Há várias escolhas a serem feitas num documentário. Por exemplo, haveria a possibilidade de entrevistar colegas de trabalho do personagem. Ou especialistas em televisão ou comunicações, que contextualizassem sua trajetória. Porém, o filme se limita a material de arquivo e a entrevistas com o próprio apresentador. Assemelha-se mais a um perfil que a uma biografia. Uma escolha, repito. Documentário não é reportagem nem precisa obedecer às regras do jornalismo. Mesmo quando trata de jornalistas.
Cid Moreira fala de Cid Moreira e relembra sua carreira. Ao mesmo tempo, apresenta seu cotidiano de homem bem posto na vida. A sauna diária, os banhos de banheira, os exercícios na academia doméstica, o jardim bucólico na residência magnífica, o estúdio montado em casa – tudo aquilo que o dinheiro pode comprar e facilita a vida de alguém chegado aos 93 anos, e em ótima forma para a idade.
Como Cid Moreira tem mania de arquivista – e espaço para guardar tudo não lhe falta -, a cineasta teve a tarefa facilitada. Ele possui fotos antigas e agendas nas quais anota tudo do seu dia a dia, de uma ida ao dentista a um compromisso profissional e a assinatura de um contrato. Nada escapa a esse historiador de si mesmo.
No começo da linha do tempo de uma longa carreira, Cid relembra do início em 1944, aos 17 anos, na Rádio Difusora de Taubaté, onde chega por mero acaso. Queria um emprego de contador e o colocaram como locutor por causa da voz bonita. Em 1951, muda-se para a Rádio Mayrink Veiga e para o Rio de Janeiro. O vozeirão grave é aproveitado também em comerciais e cinejornais. Faz o Jornal de Vanguarda, na TV Excelsior. E, em 1969, começa junto com o Jornal Nacional na Rede Globo, onde permanece longos 27 anos, dividindo a bancada com colegas, mas sendo sempre a voz de referência de um telejornal que, em seus melhores tempos, chegou a 80% de audiência no País.
Nem tudo é glória. Há tropeços. E dramas, mencionados de raspão. O maior deles, a morte da filha, perdida para as drogas, merece uma menção rápida. Como se o assunto fosse doloroso demais para se alongar.
E a questão política. O Jornal Nacional é criado em plena vigência do AI-5, ápice da ditadura militar. Qual a posição de Cid Moreira a respeito? Nenhuma. “Sou apolítico, detesto política”, diz, com todas as letras. “Eu só chegava à emissora para ler o jornal, não era o editor. Apenas o apresentador.” Era apenas uma voz. O conteúdo era escrito por outras mãos.

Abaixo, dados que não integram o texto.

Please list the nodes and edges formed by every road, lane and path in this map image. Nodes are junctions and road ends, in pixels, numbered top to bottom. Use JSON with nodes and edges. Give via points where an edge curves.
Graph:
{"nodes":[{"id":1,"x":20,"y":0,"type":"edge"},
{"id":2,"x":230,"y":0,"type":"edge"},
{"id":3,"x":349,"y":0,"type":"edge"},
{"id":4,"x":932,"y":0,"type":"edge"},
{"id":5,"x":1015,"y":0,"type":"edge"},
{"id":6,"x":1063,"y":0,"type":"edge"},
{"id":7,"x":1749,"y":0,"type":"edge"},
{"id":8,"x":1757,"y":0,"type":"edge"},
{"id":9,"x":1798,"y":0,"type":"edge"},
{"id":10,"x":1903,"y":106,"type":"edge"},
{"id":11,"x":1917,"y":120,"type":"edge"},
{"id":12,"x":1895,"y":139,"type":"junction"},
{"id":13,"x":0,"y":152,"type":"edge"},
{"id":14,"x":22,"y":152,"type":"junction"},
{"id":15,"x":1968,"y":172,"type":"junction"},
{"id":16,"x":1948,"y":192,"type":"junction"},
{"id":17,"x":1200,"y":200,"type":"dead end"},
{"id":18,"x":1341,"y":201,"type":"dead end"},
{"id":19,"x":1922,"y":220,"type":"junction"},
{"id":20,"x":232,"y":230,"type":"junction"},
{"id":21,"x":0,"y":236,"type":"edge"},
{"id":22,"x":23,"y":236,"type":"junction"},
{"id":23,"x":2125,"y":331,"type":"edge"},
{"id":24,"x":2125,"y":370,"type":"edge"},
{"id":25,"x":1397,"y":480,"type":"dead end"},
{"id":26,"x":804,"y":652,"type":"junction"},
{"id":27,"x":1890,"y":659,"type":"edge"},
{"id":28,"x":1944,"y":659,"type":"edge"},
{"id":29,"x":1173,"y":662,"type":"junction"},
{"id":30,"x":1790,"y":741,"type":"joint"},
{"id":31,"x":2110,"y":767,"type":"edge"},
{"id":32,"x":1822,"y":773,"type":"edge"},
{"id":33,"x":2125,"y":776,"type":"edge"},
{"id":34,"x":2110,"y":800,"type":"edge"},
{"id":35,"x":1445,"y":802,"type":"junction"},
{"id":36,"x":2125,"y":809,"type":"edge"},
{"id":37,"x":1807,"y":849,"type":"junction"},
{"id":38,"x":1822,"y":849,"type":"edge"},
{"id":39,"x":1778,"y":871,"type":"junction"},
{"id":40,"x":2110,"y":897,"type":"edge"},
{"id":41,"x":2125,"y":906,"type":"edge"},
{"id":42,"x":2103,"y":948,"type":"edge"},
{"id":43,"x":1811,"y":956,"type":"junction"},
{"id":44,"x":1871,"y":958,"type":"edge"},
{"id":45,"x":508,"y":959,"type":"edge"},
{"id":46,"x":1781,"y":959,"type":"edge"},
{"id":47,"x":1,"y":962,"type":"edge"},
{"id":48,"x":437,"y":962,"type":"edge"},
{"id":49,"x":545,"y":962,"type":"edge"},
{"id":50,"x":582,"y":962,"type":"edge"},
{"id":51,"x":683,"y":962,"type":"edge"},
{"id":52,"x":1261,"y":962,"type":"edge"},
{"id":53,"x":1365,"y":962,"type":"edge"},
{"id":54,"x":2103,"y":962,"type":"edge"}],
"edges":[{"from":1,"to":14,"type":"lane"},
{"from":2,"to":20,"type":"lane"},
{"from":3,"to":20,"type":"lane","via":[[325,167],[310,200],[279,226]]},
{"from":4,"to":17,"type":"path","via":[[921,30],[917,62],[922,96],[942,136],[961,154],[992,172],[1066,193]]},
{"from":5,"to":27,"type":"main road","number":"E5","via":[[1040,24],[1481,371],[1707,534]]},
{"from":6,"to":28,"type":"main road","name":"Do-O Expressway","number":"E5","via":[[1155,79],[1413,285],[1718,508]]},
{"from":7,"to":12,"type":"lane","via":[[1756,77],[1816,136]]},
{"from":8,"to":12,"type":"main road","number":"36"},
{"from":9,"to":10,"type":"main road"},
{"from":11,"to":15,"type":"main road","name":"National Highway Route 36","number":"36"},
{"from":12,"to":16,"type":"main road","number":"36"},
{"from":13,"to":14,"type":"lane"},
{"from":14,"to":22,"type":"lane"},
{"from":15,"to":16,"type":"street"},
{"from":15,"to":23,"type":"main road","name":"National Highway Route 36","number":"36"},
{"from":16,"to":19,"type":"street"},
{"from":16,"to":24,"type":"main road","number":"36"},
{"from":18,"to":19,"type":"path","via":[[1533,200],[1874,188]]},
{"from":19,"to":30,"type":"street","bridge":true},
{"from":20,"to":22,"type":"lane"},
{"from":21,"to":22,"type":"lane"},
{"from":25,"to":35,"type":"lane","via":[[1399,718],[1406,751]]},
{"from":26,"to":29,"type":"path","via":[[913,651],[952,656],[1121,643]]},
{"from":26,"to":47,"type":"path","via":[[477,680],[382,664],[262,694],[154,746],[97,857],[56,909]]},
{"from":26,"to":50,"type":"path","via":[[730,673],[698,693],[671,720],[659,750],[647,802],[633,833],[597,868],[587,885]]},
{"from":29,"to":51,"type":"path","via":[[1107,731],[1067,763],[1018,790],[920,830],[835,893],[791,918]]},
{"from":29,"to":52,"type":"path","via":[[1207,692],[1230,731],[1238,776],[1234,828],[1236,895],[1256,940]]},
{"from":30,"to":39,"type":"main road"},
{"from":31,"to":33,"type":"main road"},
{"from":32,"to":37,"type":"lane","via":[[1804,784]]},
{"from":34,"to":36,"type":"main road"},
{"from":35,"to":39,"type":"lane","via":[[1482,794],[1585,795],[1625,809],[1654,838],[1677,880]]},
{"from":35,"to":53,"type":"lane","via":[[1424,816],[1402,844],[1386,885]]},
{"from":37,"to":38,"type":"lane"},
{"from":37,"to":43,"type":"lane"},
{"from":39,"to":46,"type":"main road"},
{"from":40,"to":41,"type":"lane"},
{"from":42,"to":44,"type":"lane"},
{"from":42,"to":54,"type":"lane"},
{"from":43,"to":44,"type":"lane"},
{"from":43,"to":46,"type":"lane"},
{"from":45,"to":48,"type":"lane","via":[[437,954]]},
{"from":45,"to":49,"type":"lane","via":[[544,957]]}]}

Mas mesmo uma voz pode não ser neutra. A prova, ele mesmo dá. Em 1994, Leonel Brizola era governador do Rio e queria tirar a Globo da cobertura do carnaval, o que levou a emissora a veicular um editorial contra o governador em seu principal veículo, o Jornal Nacional. Quem o leu? Cid Moreira. Brizola pediu direito de resposta e ganhou na Justiça. Quem o leria? Cid Moreira, claro.
Moreira relembra o fato e diz que, na emissora, ficaram preocupados. Como ele leria a réplica de Brizola? Disse para não se preocuparem. Leu o libelo brizolista da forma mais “monocórdia” possível, aplainando um texto original cheio de farpas contra a Globo e seu proprietário, Roberto Marinho. O veterano locutor sabia que um texto não é apenas aquilo que diz, mas a maneira como é dito. Questão de ênfase, ou de sua ausência. Esse é um dos pontos mais reveladores de um documentário no qual o personagem é dono da única versão sobre sua trajetória.
O fim do ciclo na Globo é triste, como não poderia deixar de ser. O filme reproduz a despedida de Cid Moreira que, junto com seu colega Sérgio Chapelin, é substituído pela dupla William Bonner e Lillian Witte Fibe. Mas não tem nem tempo de pensar em aposentadoria. Logo é convidado para emprestar sua voz à leitura do Novo Testamento. Transforma-se, por assim dizer, na voz oficial de Deus no Brasil e obtém imenso sucesso com a venda de Cds.
Claro que o dono dessa voz, tão presente na vida brasileira, poderia ser apresentado de outra forma. Na aparência, essa vida plácida e bem-sucedida é mostrada de maneira quase oficial, consentida. No entanto, é preciso ficar atento para as poucas fissuras e contradições que brotam de discurso tão empostado. Cabe ao espectador percebê-las.
As informações são do jornal O Estado de S. Paulo.